Editorial for the Special Issue on Nanomaterials Photonics

Back in 1959, Richard Feynman, in his famous lecture, stated that “There is plenty of room at the bottom”, which made us aware of the possibilities of nanotechnology, i.e., the possibility to build devices with dimensions at the scale of a few nanometers, and he prompted a surge in the study of nanoscale materials [1]. These developments were delayed for many more years until the techniques necessary to build such structures as well as the techniques required for visualizing them with sufficient spatial resolution, were developed. These efforts have enabled visualizing single atoms [2] and positioning them in desired patterns, such as the famous ‘quantum corral’ [3]. Moreover, in 2016, a group of researchers at TU Delft and INL reported the storage of a paragraph of Feynman’s talk using binary code where every bit was made with a single atomic vacancy [4]. Using a scanning tunnelling microscope to manipulate thousands of atoms, the researchers wrote the text.
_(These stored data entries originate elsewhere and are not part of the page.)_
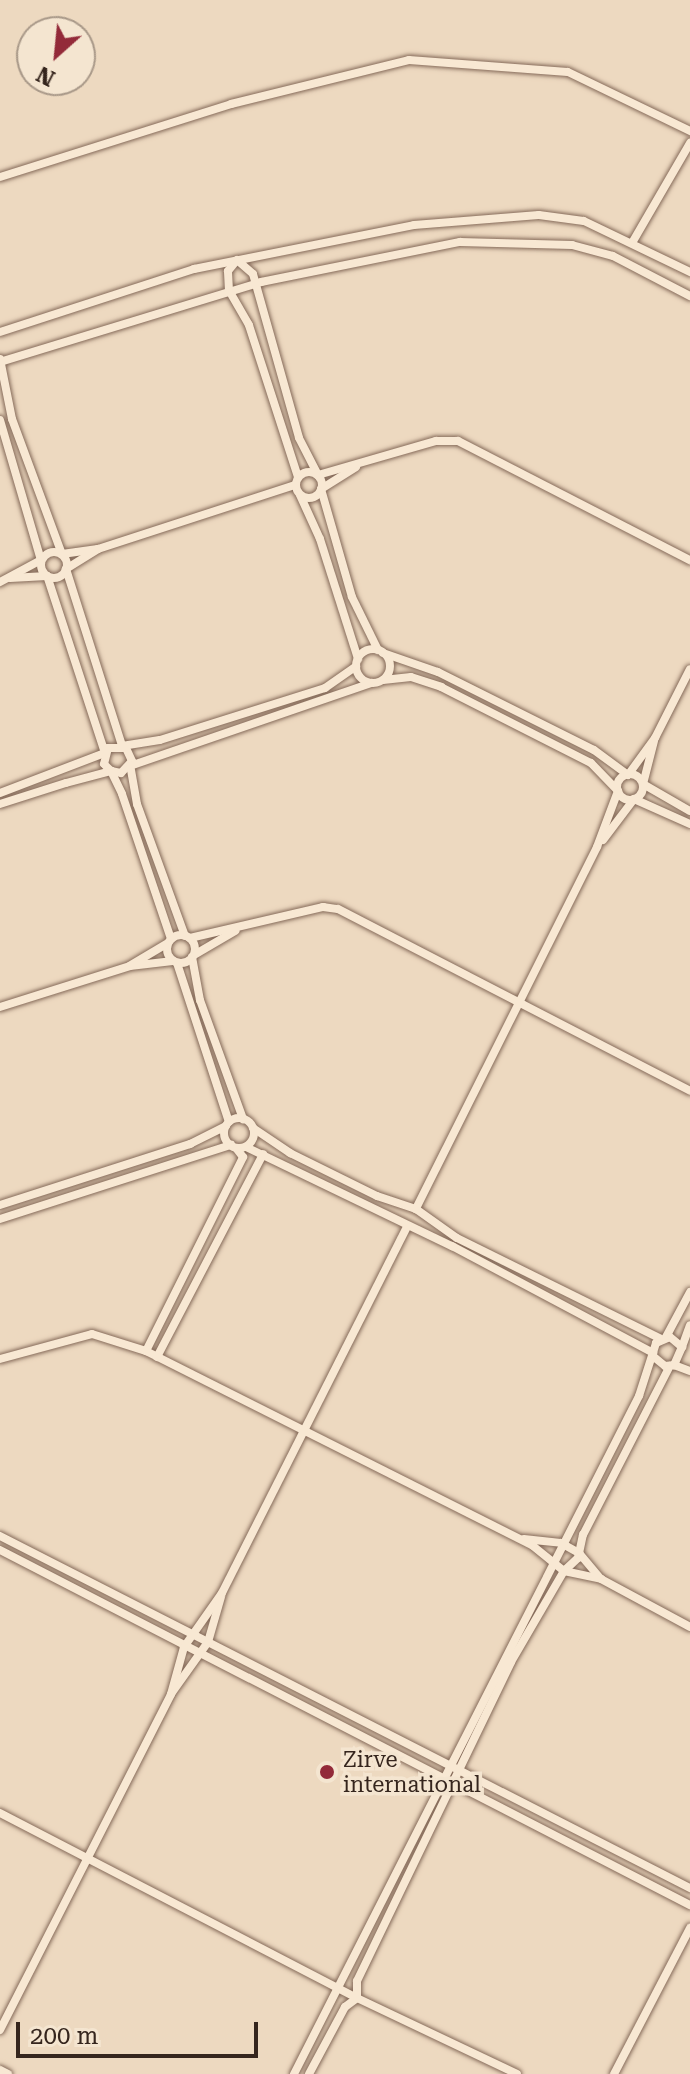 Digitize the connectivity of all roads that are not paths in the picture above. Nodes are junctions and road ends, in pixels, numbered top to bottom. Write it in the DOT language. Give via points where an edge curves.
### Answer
graph roads {
  1 [pos="690,131"];
  2 [pos="690,143"];
  3 [pos="0,177"];
  4 [pos="632,243"];
  5 [pos="237,260"];
  6 [pos="690,272"];
  7 [pos="256,283"];
  8 [pos="229,291"];
  9 [pos="690,296"];
  10 [pos="0,332"];
  11 [pos="0,361"];
  12 [pos="0,420"];
  13 [pos="356,467"];
  14 [pos="318,475"];
  15 [pos="297,481"];
  16 [pos="321,489"];
  17 [pos="300,495"];
  18 [pos="98,549"];
  19 [pos="62,554"];
  20 [pos="41,560"];
  21 [pos="690,560"];
  22 [pos="66,569"];
  23 [pos="47,576"];
  24 [pos="10,578"];
  25 [pos="0,582"];
  26 [pos="352,597"];
  27 [pos="339,601"];
  28 [pos="381,651"];
  29 [pos="357,662"];
  30 [pos="690,669"];
  31 [pos="383,680"];
  32 [pos="371,683"];
  33 [pos="655,738"];
  34 [pos="122,746"];
  35 [pos="105,753"];
  36 [pos="130,766"];
  37 [pos="111,771"];
  38 [pos="628,775"];
  39 [pos="44,784"];
  40 [pos="643,784"];
  41 [pos="618,791"];
  42 [pos="0,793"];
  43 [pos="634,799"];
  44 [pos="0,804"];
  45 [pos="690,811"];
  46 [pos="690,824"];
  47 [pos="597,847"];
  48 [pos="238,930"];
  49 [pos="187,937"];
  50 [pos="170,941"];
  51 [pos="193,956"];
  52 [pos="175,962"];
  53 [pos="130,966"];
  54 [pos="520,1002"];
  55 [pos="0,1007"];
  56 [pos="690,1091"];
  57 [pos="243,1119"];
  58 [pos="228,1124"];
  59 [pos="253,1128"];
  60 [pos="238,1147"];
  61 [pos="263,1154"];
  62 [pos="0,1205"];
  63 [pos="416,1209"];
  64 [pos="0,1219"];
  65 [pos="407,1226"];
  66 [pos="508,1270"];
  67 [pos="690,1292"];
  68 [pos="690,1325"];
  69 [pos="663,1338"];
  70 [pos="146,1351"];
  71 [pos="685,1351"];
  72 [pos="654,1355"];
  73 [pos="157,1357"];
  74 [pos="0,1359"];
  75 [pos="672,1365"];
  76 [pos="690,1371"];
  77 [pos="304,1431"];
  78 [pos="604,1463"];
  79 [pos="616,1469"];
  80 [pos="0,1536"];
  81 [pos="516,1538"];
  82 [pos="561,1543"];
  83 [pos="0,1550"];
  84 [pos="579,1553"];
  85 [pos="552,1557"];
  86 [pos="564,1571"];
  87 [pos="601,1579"];
  88 [pos="222,1593"];
  89 [pos="690,1627"];
  90 [pos="192,1630"];
  91 [pos="208,1642"];
  92 [pos="184,1647"];
  93 [pos="198,1654"];
  94 [pos="171,1694"];
  95 [pos="450,1764"];
  96 [pos="462,1770"];
  97 [pos="441,1779"];
  98 [pos="455,1786"];
  99 [pos="0,1813"];
  100 [pos="85,1854"];
  101 [pos="390,1886"];
  102 [pos="690,1888"];
  103 [pos="400,1892"];
  104 [pos="690,1905"];
  105 [pos="690,1928"];
  106 [pos="336,1985"];
  107 [pos="357,1998"];
  108 [pos="0,2030"];
  109 [pos="0,2070"];
  110 [pos="8,2074"];
  111 [pos="294,2074"];
  112 [pos="309,2074"];
  113 [pos="517,2074"];
  114 [pos="614,2074"];
  1 -- 3 [label="street" via="568,72 409,60 231,104"];
  2 -- 4 [label="street"];
  4 -- 5 [label="street" via="584,221 539,215 414,225"];
  4 -- 6 [label="street"];
  5 -- 7 [label="street" via="249,266"];
  5 -- 8 [label="street" via="228,271"];
  5 -- 10 [label="street"];
  7 -- 8 [label="street"];
  7 -- 9 [label="street" via="460,242 523,240 613,256"];
  7 -- 14 [label="street" via="299,438"];
  8 -- 11 [label="street"];
  8 -- 15 [label="street" via="249,325"];
  11 -- 19 [label="street" via="12,419"];
  12 -- 20 [label="street"];
  13 -- 14 [label="street"];
  13 -- 16 [label="street"];
  13 -- 21 [label="street" via="436,441 458,441"];
  14 -- 15 [label="street" via="308,471"];
  14 -- 16 [label="street"];
  15 -- 17 [label="street"];
  15 -- 18 [label="street"];
  16 -- 17 [label="street" via="313,497"];
  16 -- 26 [label="street"];
  17 -- 27 [label="street"];
  18 -- 19 [label="street"];
  18 -- 22 [label="street"];
  19 -- 20 [label="street" via="51,551"];
  19 -- 22 [label="street"];
  20 -- 23 [label="street"];
  20 -- 24 [label="street"];
  22 -- 23 [label="street" via="58,577"];
  22 -- 34 [label="street"];
  23 -- 24 [label="street"];
  23 -- 35 [label="street"];
  24 -- 25 [label="street"];
  26 -- 27 [label="street"];
  26 -- 28 [label="street"];
  27 -- 29 [label="street"];
  28 -- 29 [label="street" via="367,650"];
  28 -- 31 [label="street" via="390,668"];
  28 -- 38 [label="street" via="452,679 594,750"];
  29 -- 32 [label="street" via="360,677"];
  29 -- 34 [label="street" via="325,688 160,740"];
  30 -- 33 [label="street"];
  31 -- 32 [label="street"];
  31 -- 41 [label="street" via="411,677 441,687 591,763"];
  32 -- 36 [label="street"];
  33 -- 38 [label="street"];
  33 -- 40 [label="street"];
  34 -- 35 [label="street"];
  34 -- 36 [label="street" via="131,756"];
  35 -- 37 [label="street" via="104,764"];
  35 -- 39 [label="street"];
  36 -- 37 [label="street"];
  36 -- 49 [label="street" via="137,804"];
  37 -- 39 [label="street"];
  37 -- 50 [label="street"];
  38 -- 40 [label="street"];
  38 -- 41 [label="street" via="618,783"];
  39 -- 42 [label="street"];
  39 -- 44 [label="street"];
  40 -- 43 [label="street"];
  40 -- 45 [label="street"];
  41 -- 43 [label="street"];
  41 -- 47 [label="street"];
  43 -- 46 [label="street"];
  43 -- 47 [label="street"];
  47 -- 54 [label="street"];
  48 -- 49 [label="street"];
  48 -- 51 [label="street"];
  48 -- 54 [label="street" via="323,907 338,909"];
  49 -- 50 [label="street"];
  49 -- 51 [label="street"];
  50 -- 52 [label="street"];
  50 -- 53 [label="street"];
  51 -- 52 [label="street"];
  51 -- 57 [label="street" via="200,1000"];
  52 -- 53 [label="street"];
  52 -- 58 [label="street"];
  53 -- 55 [label="street"];
  54 -- 56 [label="street"];
  54 -- 63 [label="street"];
  57 -- 58 [label="street"];
  57 -- 59 [label="street"];
  58 -- 60 [label="street"];
  58 -- 62 [label="street" via="190,1144"];
  59 -- 60 [label="street"];
  59 -- 63 [label="street" via="290,1153"];
  60 -- 61 [label="street"];
  60 -- 64 [label="street"];
  60 -- 70 [label="street" via="243,1157"];
  61 -- 65 [label="street"];
  61 -- 73 [label="street"];
  63 -- 66 [label="street"];
  65 -- 66 [label="street"];
  65 -- 77 [label="street"];
  66 -- 69 [label="street"];
  66 -- 72 [label="street"];
  67 -- 69 [label="street"];
  68 -- 71 [label="street"];
  69 -- 71 [label="street"];
  69 -- 72 [label="street"];
  70 -- 73 [label="street"];
  70 -- 74 [label="street" via="92,1334"];
  71 -- 75 [label="street"];
  72 -- 75 [label="street"];
  72 -- 78 [label="street"];
  73 -- 77 [label="street"];
  75 -- 76 [label="street"];
  75 -- 79 [label="street"];
  77 -- 81 [label="street"];
  77 -- 88 [label="street"];
  78 -- 79 [label="street"];
  78 -- 82 [label="street"];
  79 -- 84 [label="street"];
  80 -- 90 [label="street"];
  81 -- 82 [label="street"];
  81 -- 85 [label="street"];
  82 -- 84 [label="street"];
  82 -- 85 [label="street"];
  83 -- 92 [label="street"];
  84 -- 86 [label="street"];
  84 -- 87 [label="street"];
  85 -- 86 [label="street"];
  85 -- 95 [label="street"];
  86 -- 87 [label="street"];
  86 -- 96 [label="street" via="511,1662"];
  87 -- 89 [label="street"];
  88 -- 90 [label="street"];
  88 -- 91 [label="street"];
  90 -- 91 [label="street"];
  90 -- 92 [label="street"];
  91 -- 93 [label="street"];
  91 -- 95 [label="street"];
  92 -- 93 [label="street"];
  92 -- 94 [label="street"];
  93 -- 94 [label="street"];
  93 -- 97 [label="street"];
  94 -- 100 [label="street"];
  95 -- 96 [label="street"];
  95 -- 97 [label="street"];
  96 -- 98 [label="street"];
  96 -- 102 [label="street"];
  97 -- 98 [label="street"];
  97 -- 101 [label="street"];
  98 -- 103 [label="street"];
  98 -- 104 [label="street"];
  99 -- 100 [label="street"];
  100 -- 106 [label="street"];
  100 -- 108 [label="street"];
  101 -- 103 [label="street"];
  101 -- 106 [label="street"];
  103 -- 107 [label="street" via="357,1981"];
  105 -- 114 [label="street"];
  106 -- 107 [label="street"];
  106 -- 111 [label="street"];
  107 -- 112 [label="street" via="345,2007"];
  107 -- 113 [label="street"];
  109 -- 110 [label="street"];
}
Originally, Feynman imagined the fabrication of miniature electromechanic devices that could perform different tasks and be capable of replicating themselves. However, the field of nanostructured materials has grown rapidly since then, mainly due to the wide range of actual and proposed applications, which aim at exploiting these materials’ unique medical, mechanical, thermal, electronic and optical properties. In some fields, applications are already a reality, but in most of them, they are the subject of very active research efforts. In photonics, much attention has been paid to the fact that materials with structures with dimensions of a few nanometers fall into the category of metamaterials, since the wavelength of light is longer than the structural scale. This could allow the design of ex profeso materials with optical properties for a given application through the manipulation of their structures and compositions at the nanoscale.

This Special Issue of Micromachines, entitled ‘Nanomaterials’ Photonics’, presents a collection of articles on different aspects of the use of nanomaterials to implement photonic functionalities. This Special Issue includes a review article entitled ‘Recent Progress in Solution Processed Aluminum and co-Doped ZnO for Transparent Conductive Oxide Applications’ [5], which presents the various efforts made to produce transparent electrical conducting materials, necessary for interfacing different optoelectronic devices.

Regarding the remaining research papers, one, entitled ‘Dual-Criteria Decision Analysis by Multiphotonic Effects in Nanostructured ZnO’ [6], presents a study of the nonlinear optical responses of ZnO nanostructures, which can be useful for encoding and encrypting information. Another article, entitled ‘Volumetric Temperature Mapping Using Light-Sheet Microscopy and Upconversion Fluorescence from Micro- and Nano-Rare Earth Composites’ [7], uses a combination of light-sheet microscopy, a scanning microscopy technique, with a two-dimensional fluorescence intensity ratio to produce 3D temperature maps, employing rare earth-doped nanoparticles. Similarly, the article entitled ‘Tunable Visible Light and Energy Transfer Mechanism in Tm3+ and Silver Nanoclusters within Co-Doped GeO₂-PbO Glasses’ [8] studies the influence of silver nanoclusters in the emission of light of Tm-doped germanium–lead glasses, as well as the possible applications of these systems for solar cell coatings and novel lights sources in the visible realm. Yet another article, entitled ‘Plasmonic Coupled Modes in a Metal–Dielectric Periodic Nanostructure’ [9], presents a study of the plasmonic properties of a 2D-gap surface plasmon metasurface consisting of gold nanoblocks that present different resonances in the near-infrared context. Finally, the article entitled ‘Theoretical Enhancement of the Goos–Hänchen Shift with a Metasurface Based on Bound States in the Continuum’ [10] proposes the use of metasurfaces exploiting reflection-type bound states in the continuum to achieve very large Goos–Hänchen shifts, which can be useful for sensing devices.

This Special Issue presents a wide range of nanomaterial-related articles in the field of photonics; I hope that they are useful and generate much interest in a constantly evolving field.